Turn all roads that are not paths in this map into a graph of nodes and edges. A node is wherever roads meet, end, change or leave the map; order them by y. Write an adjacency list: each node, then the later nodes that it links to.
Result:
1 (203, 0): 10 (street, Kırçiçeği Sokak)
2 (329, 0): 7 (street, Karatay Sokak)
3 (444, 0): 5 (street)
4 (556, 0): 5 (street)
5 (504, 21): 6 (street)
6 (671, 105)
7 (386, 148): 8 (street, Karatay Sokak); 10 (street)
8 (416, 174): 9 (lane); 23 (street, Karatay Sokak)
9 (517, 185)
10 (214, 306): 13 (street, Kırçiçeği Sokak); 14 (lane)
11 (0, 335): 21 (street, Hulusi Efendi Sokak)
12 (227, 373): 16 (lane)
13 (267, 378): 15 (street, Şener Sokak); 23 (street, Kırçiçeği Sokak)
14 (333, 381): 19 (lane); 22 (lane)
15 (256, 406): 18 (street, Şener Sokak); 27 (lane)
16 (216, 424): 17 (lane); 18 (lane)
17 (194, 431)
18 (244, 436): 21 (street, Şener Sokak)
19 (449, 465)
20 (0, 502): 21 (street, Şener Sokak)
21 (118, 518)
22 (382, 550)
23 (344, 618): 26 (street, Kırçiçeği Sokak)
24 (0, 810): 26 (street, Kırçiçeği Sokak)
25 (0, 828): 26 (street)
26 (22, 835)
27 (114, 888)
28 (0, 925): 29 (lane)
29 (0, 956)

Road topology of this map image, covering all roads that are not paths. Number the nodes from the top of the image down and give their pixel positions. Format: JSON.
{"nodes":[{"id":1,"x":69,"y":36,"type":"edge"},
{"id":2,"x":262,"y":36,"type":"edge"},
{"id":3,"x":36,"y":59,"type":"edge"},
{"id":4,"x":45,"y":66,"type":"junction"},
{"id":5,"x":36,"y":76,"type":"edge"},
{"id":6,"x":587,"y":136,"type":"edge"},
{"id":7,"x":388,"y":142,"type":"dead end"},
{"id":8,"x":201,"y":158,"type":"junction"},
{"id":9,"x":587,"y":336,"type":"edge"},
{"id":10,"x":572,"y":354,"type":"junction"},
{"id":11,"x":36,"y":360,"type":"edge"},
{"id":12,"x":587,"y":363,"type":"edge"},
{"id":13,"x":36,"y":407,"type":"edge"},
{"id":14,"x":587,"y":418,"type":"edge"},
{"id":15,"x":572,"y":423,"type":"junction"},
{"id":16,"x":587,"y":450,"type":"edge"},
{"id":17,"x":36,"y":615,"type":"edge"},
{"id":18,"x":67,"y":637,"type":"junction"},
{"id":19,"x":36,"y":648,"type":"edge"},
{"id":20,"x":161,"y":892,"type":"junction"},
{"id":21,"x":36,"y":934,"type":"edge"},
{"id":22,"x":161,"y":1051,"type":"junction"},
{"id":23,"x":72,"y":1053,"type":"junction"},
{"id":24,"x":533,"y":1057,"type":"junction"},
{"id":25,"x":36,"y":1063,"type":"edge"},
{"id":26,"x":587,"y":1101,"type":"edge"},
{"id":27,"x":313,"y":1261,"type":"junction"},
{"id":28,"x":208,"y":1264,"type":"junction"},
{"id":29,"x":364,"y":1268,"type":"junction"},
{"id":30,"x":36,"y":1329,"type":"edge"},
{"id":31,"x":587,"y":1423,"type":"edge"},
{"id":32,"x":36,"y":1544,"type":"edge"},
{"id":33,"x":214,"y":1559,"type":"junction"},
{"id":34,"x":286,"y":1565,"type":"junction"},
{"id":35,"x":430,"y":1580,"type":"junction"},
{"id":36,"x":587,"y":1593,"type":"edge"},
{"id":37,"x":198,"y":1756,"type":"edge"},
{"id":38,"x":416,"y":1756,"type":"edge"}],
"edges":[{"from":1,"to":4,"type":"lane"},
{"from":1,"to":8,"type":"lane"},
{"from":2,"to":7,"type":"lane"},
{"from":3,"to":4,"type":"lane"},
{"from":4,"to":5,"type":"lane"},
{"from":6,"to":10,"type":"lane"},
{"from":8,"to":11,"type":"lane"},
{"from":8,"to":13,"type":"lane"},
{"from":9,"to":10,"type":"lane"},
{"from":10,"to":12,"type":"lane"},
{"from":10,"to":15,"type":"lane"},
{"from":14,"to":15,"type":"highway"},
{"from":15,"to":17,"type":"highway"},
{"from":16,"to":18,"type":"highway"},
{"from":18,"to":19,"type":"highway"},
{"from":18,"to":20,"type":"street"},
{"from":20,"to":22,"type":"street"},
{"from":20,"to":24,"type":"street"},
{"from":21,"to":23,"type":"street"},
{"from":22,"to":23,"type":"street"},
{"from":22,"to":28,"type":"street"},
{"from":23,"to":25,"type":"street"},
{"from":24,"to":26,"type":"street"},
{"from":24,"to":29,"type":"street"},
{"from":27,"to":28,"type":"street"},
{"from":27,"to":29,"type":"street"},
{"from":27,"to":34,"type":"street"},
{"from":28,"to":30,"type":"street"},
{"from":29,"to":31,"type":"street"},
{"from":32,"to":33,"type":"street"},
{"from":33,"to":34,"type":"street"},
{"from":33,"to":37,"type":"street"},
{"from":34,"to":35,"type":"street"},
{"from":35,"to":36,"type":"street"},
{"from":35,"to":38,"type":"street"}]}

**EXERCISE AIM**
Whenever a line in the entries holds the word "edges", copy that line.

**ANSWER BOX**
Turn all roads that are not paths in this map into a graph of nodes and edges. A node is wherever roads meet, end, change or leave the map; order them by y. Write an adjacency list: each node, then the later nodes that it links to.
"edges":[{"from":1,"to":4,"type":"lane"},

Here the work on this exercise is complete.